Di samping itu, saya membentuk Satgas untuk mafia tanah. Internal. Lalu, kita juga akan gabungkan dengan Satgas Kepolisian. Karena internal sendiri harus saya bereskan semua ini, punya satgas khusus yang melihat, menerawang, dari semua sistem yang ada.

Apakah sanksi-sanksi yang ditetapkan akan Anda tegakkan dengan tegas?

Iya. Saya sudah sampaikan kepada seluruh staf. Saya sebagai pembantu bapak Presiden, sebagai menteri akan saya laksanakan tiga perintah bapak Presiden itu. Saya akan melaksanakan dengan serius dan terukur.

Terobosan apa saja yang Anda lakukan di permasalahan tanah suku anak dalam, boleh diceritakan?

Jadi sebetulnya suku anak dalam ini permasalahannya sudah 22 tahun yang lalu. Suku anak dalam memiliki tanah di wilayah Jambi sana yang sudah turun menurun itu sekian ribu hektare di sana. Lalu, itu terbukti dari peta mikro yang dikeluarkan, bahwa ada bekas kuburan pemakaman kakek neneknya dan sebagainya.

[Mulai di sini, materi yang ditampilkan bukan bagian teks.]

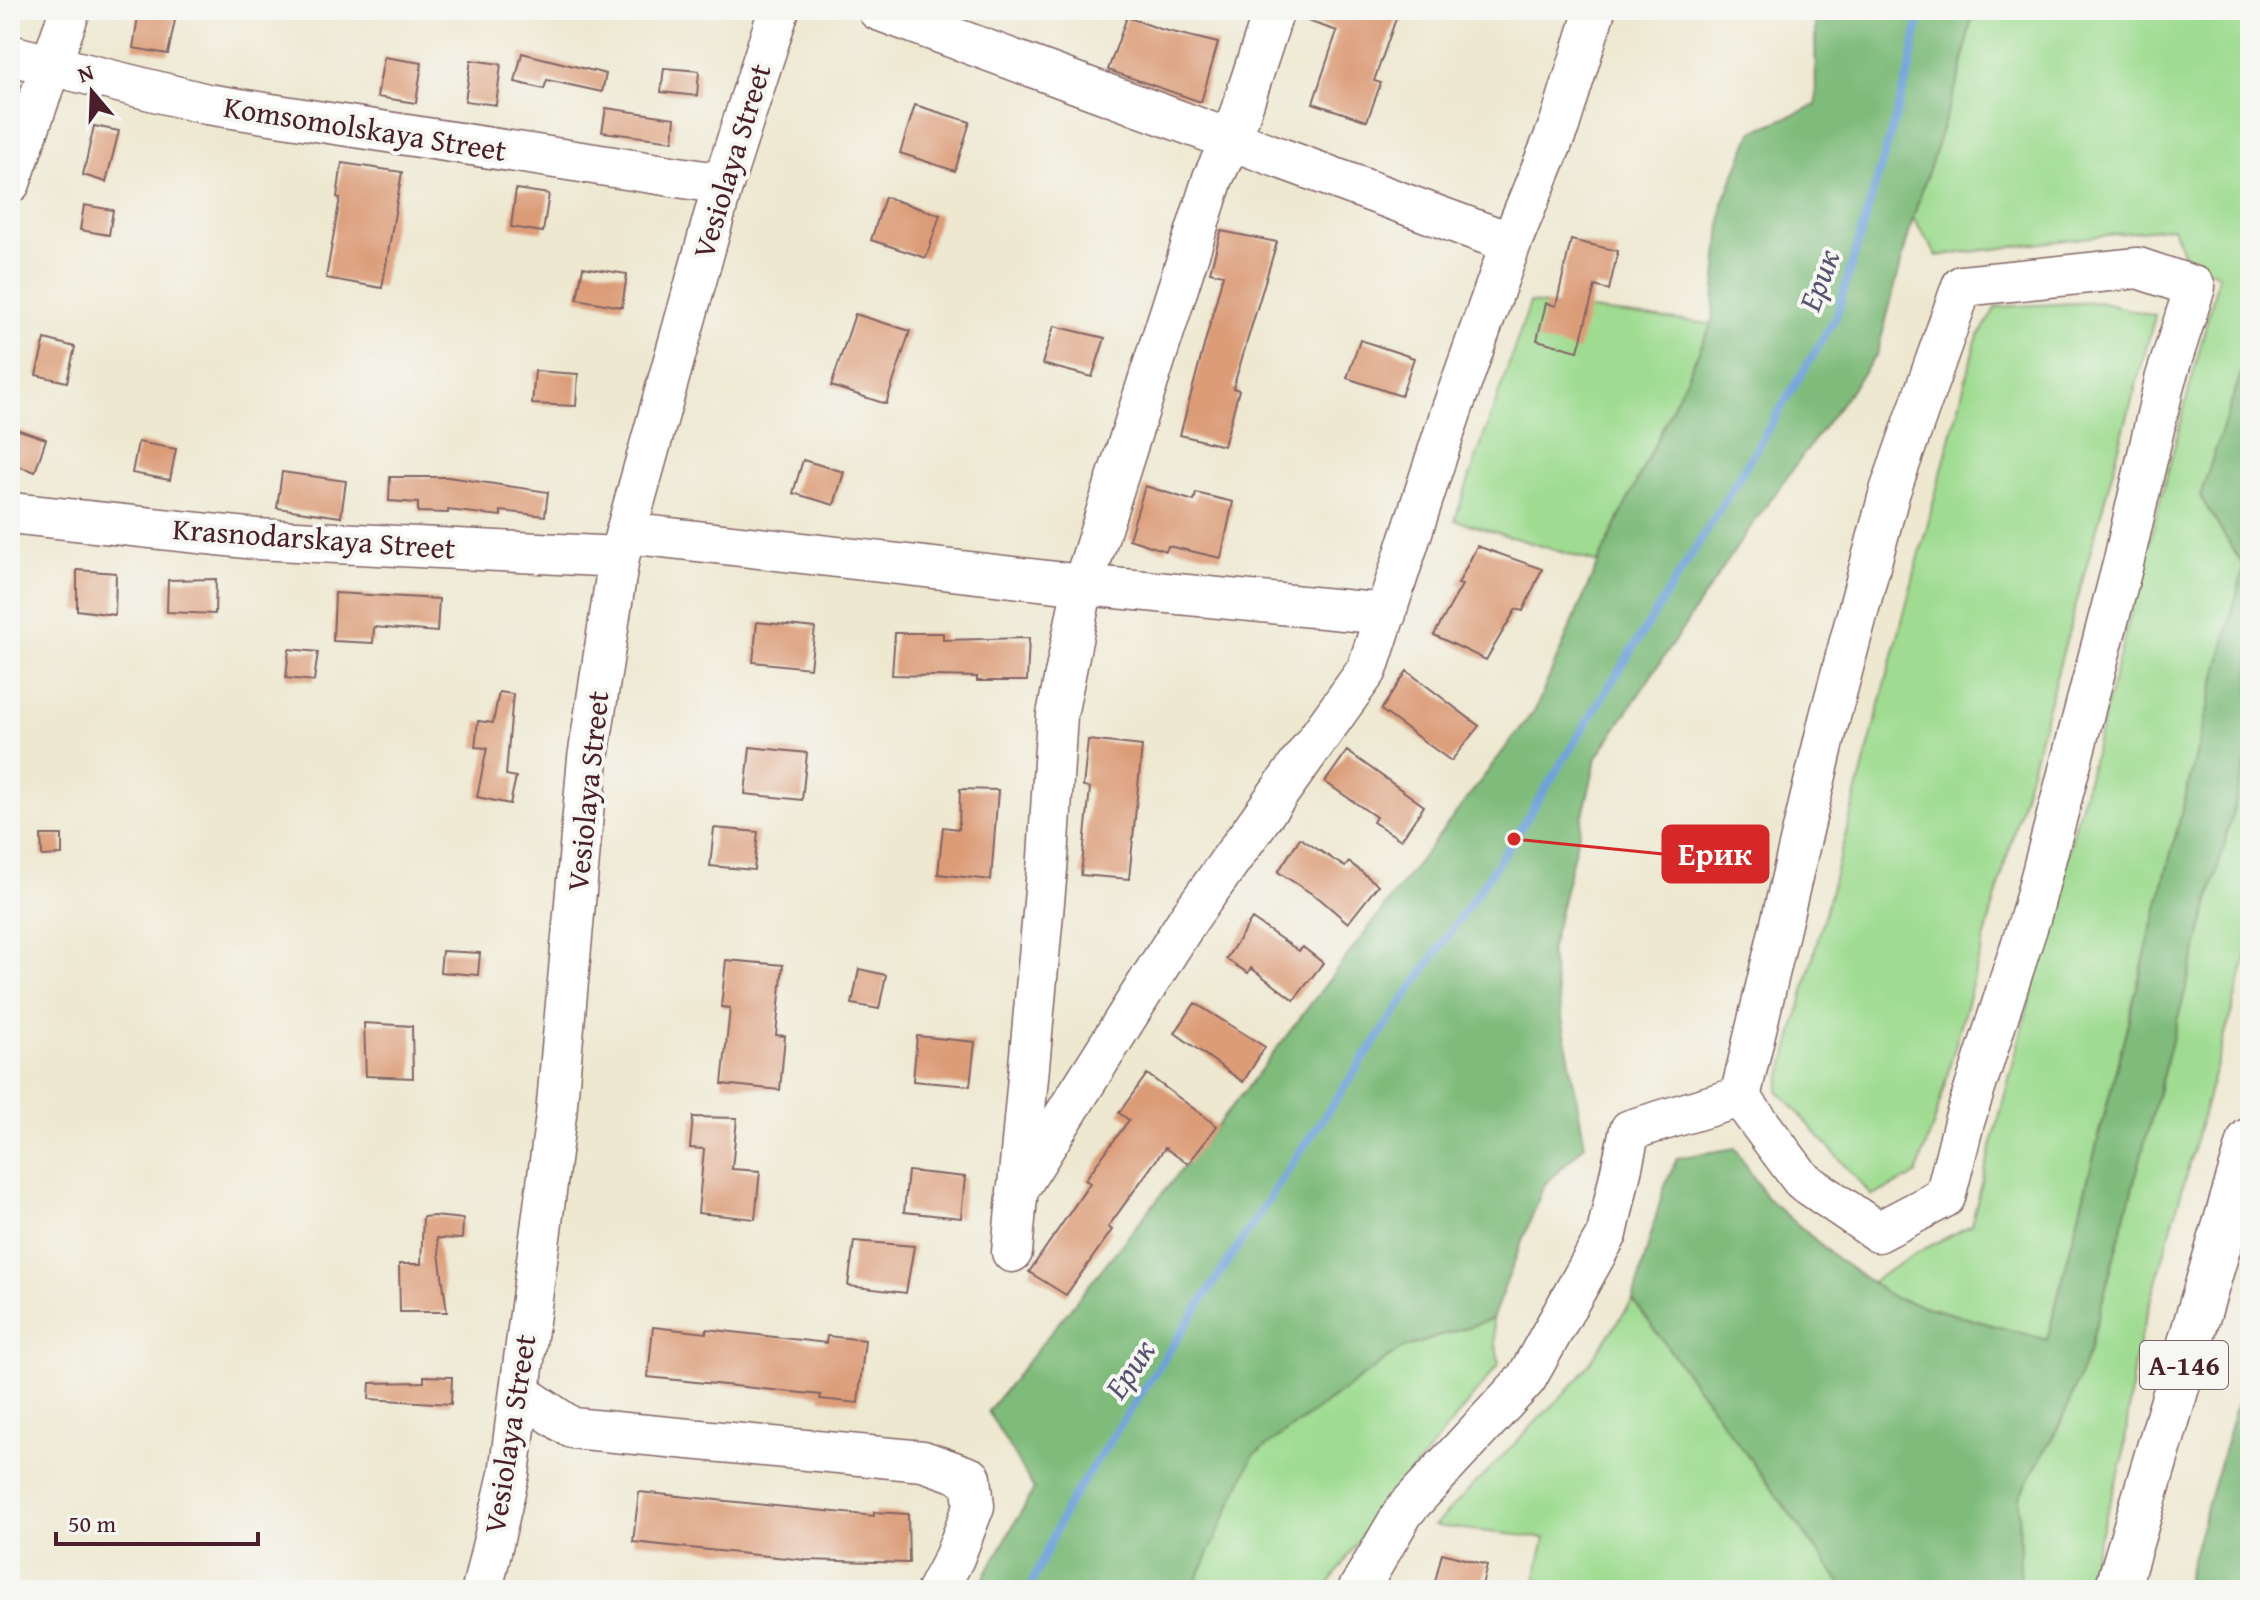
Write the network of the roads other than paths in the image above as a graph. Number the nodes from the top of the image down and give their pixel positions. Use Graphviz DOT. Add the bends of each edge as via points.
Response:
graph roads {
  1 [pos="70,10"];
  2 [pos="779,10"];
  3 [pos="878,10"];
  4 [pos="1274,10"];
  5 [pos="1595,10"];
  6 [pos="10,55"];
  7 [pos="50,67"];
  8 [pos="1232,138"];
  9 [pos="10,183"];
  10 [pos="723,184"];
  11 [pos="1511,243"];
  12 [pos="10,513"];
  13 [pos="623,545"];
  14 [pos="1083,585"];
  15 [pos="1386,614"];
  16 [pos="1740,1097"];
  17 [pos="2250,1140"];
  18 [pos="1017,1191"];
  19 [pos="1012,1252"];
  20 [pos="520,1393"];
  21 [pos="482,1590"];
  22 [pos="937,1590"];
  23 [pos="1358,1590"];
  24 [pos="2117,1590"];
  1 -- 7 [label="street"];
  2 -- 10 [label="street, Vesiolaya Street"];
  3 -- 8 [label="street"];
  4 -- 8 [label="street"];
  5 -- 11 [label="street" via="1559,126"];
  6 -- 7 [label="street, Komsomolskaya Street"];
  7 -- 9 [label="street"];
  7 -- 10 [label="street, Komsomolskaya Street" via="207,104"];
  8 -- 11 [label="street"];
  8 -- 14 [label="street" via="1213,178"];
  10 -- 13 [label="street, Vesiolaya Street"];
  11 -- 15 [label="street"];
  12 -- 13 [label="street, Krasnodarskaya Street" via="256,539"];
  13 -- 14 [label="street, Krasnodarskaya Street"];
  13 -- 20 [label="street, Vesiolaya Street" via="588,758 556,1115"];
  14 -- 15 [label="street, Krasnodarskaya Street"];
  14 -- 18 [label="street" via="1057,715"];
  15 -- 18 [label="street" via="1367,670 1189,918"];
  16 -- 16 [label="street" via="1802,1180 1878,1232 1945,1197 2031,915 2165,380 2195,287 2138,268 1962,286 1890,491 1829,720"];
  16 -- 23 [label="street" via="1630,1130 1607,1234 1526,1379 1404,1511"];
  17 -- 24 [label="highway, А-146"];
  18 -- 19 [label="street"];
  20 -- 21 [label="street, Vesiolaya Street" via="509,1474"];
  20 -- 22 [label="street" via="572,1428 923,1461 971,1478 974,1506"];
}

Tetapi karena ada pengembangan perkebunan, maka suku anak dalam ini agak tersingkir. Namun, perusahaan itu bagus, karena tetap menampung suku anak dalam di satu tempat. Di wilayah itu juga, yang sekitar 50.000 hektare lah. Luas sekali.

Nah di sana diberikan lahan seluas 2.000 hektare untuk ditempati suku anak dalam dan tempat itu juga menjadi plasma kelapa sawit. Tetapi ada kurang lebih 113 suku anak dalam, yang kita beri kode SAD 113, ini belum bisa menerima. Saya tidak tahu alasannya belum bisa menerima.

Akhirnya, mereka hidup di dua kabupaten. Tersebar di dua kabupaten. Setelah beranak-pinak mereka dari 113 menjadi 744, berdasarkan kita coba cek verifikasi. Nah dia menuntut, saya ingin menuntut tempat saya, tempat hidup saya. Selama 22 tahun itu terus minta kepastian.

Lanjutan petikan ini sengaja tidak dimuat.